◆ The problem
Please transcribe the data that follows exactly, from its first line through the line that contains "I am building a map index. Summarize".

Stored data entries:

====

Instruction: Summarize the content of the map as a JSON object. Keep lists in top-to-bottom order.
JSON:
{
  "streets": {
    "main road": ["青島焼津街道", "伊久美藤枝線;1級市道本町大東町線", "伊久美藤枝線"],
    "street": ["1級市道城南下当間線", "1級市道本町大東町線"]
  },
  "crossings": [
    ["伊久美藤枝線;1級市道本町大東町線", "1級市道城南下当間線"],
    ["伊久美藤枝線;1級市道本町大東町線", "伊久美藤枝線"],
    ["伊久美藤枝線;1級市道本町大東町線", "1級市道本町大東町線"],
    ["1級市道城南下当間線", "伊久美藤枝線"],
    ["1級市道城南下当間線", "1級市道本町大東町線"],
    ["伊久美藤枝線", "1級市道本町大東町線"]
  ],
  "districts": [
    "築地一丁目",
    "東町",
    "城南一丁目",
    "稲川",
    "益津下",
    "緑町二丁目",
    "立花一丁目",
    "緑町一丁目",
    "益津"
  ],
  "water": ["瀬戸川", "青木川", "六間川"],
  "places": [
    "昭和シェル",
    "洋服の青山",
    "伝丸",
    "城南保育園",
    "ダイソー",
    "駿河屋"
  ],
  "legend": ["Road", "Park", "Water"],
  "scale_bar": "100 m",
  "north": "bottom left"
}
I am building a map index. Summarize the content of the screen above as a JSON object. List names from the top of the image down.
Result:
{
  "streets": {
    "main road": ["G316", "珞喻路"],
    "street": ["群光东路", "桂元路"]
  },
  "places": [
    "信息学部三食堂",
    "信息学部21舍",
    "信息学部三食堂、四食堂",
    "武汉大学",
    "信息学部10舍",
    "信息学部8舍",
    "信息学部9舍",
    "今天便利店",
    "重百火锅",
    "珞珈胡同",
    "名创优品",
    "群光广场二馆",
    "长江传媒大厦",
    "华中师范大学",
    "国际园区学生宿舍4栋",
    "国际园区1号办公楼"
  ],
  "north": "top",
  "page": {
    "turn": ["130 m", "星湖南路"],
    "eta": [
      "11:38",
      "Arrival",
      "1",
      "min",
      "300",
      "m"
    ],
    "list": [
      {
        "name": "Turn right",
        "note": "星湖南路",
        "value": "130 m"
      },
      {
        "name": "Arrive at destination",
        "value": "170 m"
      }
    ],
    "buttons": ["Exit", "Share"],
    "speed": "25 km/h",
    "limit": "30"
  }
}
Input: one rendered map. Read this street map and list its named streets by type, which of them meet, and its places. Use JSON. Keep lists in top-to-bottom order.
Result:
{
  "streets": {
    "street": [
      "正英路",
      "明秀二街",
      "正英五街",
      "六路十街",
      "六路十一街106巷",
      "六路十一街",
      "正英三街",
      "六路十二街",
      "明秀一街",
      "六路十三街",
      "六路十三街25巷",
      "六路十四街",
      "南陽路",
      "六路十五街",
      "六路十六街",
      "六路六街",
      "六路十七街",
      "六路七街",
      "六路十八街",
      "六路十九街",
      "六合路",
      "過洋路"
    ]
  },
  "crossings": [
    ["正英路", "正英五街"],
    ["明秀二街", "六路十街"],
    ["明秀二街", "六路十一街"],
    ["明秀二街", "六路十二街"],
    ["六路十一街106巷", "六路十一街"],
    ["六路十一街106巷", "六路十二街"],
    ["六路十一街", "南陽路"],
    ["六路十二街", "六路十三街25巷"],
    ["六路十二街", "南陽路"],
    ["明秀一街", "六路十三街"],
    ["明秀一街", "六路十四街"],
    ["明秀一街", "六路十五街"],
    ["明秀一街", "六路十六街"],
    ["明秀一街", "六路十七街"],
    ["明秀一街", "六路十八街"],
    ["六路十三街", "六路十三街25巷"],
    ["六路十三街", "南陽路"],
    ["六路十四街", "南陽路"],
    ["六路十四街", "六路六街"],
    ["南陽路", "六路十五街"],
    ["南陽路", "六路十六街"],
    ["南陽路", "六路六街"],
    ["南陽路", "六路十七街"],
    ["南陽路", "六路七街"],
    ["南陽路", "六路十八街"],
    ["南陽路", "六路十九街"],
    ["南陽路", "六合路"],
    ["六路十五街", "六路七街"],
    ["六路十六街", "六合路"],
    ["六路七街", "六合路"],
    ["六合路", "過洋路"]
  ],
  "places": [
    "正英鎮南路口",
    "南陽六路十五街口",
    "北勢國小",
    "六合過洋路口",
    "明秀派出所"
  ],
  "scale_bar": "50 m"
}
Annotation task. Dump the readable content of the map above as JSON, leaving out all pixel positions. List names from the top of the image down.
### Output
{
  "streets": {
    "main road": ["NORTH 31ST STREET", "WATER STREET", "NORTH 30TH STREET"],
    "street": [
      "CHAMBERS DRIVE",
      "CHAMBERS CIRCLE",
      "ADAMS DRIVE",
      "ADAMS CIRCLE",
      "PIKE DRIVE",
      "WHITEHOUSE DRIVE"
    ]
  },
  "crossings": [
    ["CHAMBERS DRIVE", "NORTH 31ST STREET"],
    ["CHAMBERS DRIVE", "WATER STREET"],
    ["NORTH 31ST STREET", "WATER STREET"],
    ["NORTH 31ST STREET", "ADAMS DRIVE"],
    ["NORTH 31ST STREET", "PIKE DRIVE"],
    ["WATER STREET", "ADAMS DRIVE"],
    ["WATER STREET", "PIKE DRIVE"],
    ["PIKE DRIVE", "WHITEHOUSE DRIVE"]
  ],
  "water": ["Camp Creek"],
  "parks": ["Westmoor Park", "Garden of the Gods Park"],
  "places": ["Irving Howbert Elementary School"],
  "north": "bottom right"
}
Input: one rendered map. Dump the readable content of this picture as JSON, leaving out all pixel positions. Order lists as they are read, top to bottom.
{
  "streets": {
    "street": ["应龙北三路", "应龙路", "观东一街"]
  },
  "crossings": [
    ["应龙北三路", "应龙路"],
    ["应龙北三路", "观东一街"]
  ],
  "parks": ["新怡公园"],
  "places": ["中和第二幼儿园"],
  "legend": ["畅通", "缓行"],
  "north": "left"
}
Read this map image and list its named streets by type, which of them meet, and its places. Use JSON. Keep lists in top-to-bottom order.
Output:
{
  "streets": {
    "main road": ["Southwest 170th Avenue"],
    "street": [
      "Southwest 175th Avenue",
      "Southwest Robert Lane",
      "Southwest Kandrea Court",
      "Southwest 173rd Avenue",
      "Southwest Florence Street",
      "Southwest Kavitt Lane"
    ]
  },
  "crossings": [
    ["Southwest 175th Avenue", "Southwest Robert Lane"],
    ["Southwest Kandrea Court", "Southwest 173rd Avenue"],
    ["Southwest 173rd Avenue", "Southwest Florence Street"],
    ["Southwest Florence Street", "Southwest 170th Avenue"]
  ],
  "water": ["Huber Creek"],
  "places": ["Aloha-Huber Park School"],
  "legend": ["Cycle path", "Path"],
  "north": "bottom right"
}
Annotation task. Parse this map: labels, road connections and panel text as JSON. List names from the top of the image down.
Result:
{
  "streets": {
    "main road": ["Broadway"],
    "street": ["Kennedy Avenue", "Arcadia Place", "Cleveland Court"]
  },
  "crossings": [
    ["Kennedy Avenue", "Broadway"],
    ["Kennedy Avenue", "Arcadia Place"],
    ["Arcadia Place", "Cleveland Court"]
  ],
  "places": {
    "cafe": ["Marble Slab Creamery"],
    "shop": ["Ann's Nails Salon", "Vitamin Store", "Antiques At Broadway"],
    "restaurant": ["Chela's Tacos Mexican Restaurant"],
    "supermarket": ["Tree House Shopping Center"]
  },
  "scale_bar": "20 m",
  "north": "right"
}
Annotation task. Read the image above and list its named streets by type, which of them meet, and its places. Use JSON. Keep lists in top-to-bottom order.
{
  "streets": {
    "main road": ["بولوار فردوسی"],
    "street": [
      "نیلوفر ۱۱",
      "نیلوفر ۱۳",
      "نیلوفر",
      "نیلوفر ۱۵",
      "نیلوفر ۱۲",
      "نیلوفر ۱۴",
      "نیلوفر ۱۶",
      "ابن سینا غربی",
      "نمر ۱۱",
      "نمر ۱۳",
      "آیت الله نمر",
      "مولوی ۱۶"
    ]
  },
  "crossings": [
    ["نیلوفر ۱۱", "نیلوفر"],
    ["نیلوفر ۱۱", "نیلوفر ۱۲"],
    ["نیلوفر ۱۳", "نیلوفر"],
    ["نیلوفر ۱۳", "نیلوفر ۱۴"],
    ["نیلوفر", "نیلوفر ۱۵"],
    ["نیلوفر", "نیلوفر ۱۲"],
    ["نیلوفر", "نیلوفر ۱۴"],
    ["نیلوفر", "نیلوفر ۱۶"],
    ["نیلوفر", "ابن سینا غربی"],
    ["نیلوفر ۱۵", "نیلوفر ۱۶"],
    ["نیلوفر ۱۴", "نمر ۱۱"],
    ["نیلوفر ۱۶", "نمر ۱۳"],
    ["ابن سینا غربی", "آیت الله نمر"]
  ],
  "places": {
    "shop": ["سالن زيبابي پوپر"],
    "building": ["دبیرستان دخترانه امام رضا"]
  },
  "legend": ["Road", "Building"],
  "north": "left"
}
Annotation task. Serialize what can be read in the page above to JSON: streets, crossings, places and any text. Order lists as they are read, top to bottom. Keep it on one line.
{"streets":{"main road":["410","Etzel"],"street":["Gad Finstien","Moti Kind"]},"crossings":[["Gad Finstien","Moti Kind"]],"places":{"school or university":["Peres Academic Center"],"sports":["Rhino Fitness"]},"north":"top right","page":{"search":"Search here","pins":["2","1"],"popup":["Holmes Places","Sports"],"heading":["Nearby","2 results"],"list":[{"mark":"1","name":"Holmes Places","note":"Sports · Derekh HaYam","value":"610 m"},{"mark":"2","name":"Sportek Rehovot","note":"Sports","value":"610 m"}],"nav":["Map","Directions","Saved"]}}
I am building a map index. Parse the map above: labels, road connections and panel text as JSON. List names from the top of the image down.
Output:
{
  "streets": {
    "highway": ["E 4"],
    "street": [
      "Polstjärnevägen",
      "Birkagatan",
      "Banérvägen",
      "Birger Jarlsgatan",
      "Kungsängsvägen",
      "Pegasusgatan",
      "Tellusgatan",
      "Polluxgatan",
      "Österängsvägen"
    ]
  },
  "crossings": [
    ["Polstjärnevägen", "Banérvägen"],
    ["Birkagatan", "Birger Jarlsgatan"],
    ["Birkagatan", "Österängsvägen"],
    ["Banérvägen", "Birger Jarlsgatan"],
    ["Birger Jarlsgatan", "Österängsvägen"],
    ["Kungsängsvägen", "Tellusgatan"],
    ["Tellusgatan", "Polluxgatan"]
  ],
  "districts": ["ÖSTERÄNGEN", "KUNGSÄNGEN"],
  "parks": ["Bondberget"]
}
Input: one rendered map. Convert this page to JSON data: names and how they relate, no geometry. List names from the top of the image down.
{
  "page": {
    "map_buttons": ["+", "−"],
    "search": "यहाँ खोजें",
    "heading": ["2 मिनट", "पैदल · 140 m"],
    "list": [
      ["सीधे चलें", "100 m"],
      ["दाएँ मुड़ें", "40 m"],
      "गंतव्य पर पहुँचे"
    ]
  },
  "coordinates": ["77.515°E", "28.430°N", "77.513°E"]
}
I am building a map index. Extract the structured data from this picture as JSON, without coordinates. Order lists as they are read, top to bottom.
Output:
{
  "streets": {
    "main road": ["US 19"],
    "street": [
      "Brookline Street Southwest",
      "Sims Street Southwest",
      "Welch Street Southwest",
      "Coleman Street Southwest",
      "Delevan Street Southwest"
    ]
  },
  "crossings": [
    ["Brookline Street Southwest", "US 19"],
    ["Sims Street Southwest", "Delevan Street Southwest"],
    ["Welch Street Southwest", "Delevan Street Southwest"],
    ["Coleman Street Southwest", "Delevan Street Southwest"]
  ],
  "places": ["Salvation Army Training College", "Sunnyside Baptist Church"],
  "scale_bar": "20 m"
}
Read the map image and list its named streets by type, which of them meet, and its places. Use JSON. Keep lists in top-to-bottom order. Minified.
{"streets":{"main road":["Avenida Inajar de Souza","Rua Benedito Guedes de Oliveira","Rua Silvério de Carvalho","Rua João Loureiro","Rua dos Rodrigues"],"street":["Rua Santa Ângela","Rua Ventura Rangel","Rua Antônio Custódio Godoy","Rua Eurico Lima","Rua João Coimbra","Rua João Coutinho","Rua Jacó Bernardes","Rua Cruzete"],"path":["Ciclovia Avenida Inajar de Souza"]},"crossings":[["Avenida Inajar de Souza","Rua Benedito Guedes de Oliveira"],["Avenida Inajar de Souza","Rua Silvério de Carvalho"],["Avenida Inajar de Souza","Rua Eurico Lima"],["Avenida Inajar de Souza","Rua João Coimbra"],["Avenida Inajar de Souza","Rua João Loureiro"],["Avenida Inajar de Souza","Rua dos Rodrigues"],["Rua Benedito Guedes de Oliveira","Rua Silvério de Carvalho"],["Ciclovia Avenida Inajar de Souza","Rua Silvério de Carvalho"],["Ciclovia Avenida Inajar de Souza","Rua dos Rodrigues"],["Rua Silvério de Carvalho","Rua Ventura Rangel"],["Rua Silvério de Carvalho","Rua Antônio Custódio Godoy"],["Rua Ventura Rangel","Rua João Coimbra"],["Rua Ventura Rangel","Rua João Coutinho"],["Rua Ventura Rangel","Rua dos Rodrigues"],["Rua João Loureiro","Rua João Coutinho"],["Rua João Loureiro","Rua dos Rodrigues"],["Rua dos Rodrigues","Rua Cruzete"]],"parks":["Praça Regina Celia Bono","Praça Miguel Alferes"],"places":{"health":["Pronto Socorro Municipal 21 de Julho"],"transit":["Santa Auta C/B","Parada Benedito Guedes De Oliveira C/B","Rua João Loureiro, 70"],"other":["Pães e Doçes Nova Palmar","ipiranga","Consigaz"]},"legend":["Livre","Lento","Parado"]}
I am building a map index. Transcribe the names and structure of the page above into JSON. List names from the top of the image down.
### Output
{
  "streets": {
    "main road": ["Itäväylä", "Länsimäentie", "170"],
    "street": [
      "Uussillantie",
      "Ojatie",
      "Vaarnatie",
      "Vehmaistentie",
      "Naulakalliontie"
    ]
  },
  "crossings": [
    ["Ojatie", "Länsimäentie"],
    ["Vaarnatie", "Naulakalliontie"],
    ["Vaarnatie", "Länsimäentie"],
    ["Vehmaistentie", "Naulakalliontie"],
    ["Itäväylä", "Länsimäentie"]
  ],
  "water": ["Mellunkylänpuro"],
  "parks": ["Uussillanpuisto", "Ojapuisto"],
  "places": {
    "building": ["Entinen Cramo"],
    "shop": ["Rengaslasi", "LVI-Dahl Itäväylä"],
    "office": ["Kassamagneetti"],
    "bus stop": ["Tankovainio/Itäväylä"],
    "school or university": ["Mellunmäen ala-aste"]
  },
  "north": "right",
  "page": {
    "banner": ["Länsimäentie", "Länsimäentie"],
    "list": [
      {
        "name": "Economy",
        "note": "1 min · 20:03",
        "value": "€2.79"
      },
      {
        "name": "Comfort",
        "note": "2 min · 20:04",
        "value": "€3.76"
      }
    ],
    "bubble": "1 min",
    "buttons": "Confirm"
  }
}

====

◆ Solution for this exercise
Instruction: Summarize the content of the map as a JSON object. Keep lists in top-to-bottom order.
JSON:
{
  "streets": {
    "main road": ["青島焼津街道", "伊久美藤枝線;1級市道本町大東町線", "伊久美藤枝線"],
    "street": ["1級市道城南下当間線", "1級市道本町大東町線"]
  },
  "crossings": [
    ["伊久美藤枝線;1級市道本町大東町線", "1級市道城南下当間線"],
    ["伊久美藤枝線;1級市道本町大東町線", "伊久美藤枝線"],
    ["伊久美藤枝線;1級市道本町大東町線", "1級市道本町大東町線"],
    ["1級市道城南下当間線", "伊久美藤枝線"],
    ["1級市道城南下当間線", "1級市道本町大東町線"],
    ["伊久美藤枝線", "1級市道本町大東町線"]
  ],
  "districts": [
    "築地一丁目",
    "東町",
    "城南一丁目",
    "稲川",
    "益津下",
    "緑町二丁目",
    "立花一丁目",
    "緑町一丁目",
    "益津"
  ],
  "water": ["瀬戸川", "青木川", "六間川"],
  "places": [
    "昭和シェル",
    "洋服の青山",
    "伝丸",
    "城南保育園",
    "ダイソー",
    "駿河屋"
  ],
  "legend": ["Road", "Park", "Water"],
  "scale_bar": "100 m",
  "north": "bottom left"
}
I am building a map index. Summarize the content of the screen above as a JSON object. List names from the top of the image down.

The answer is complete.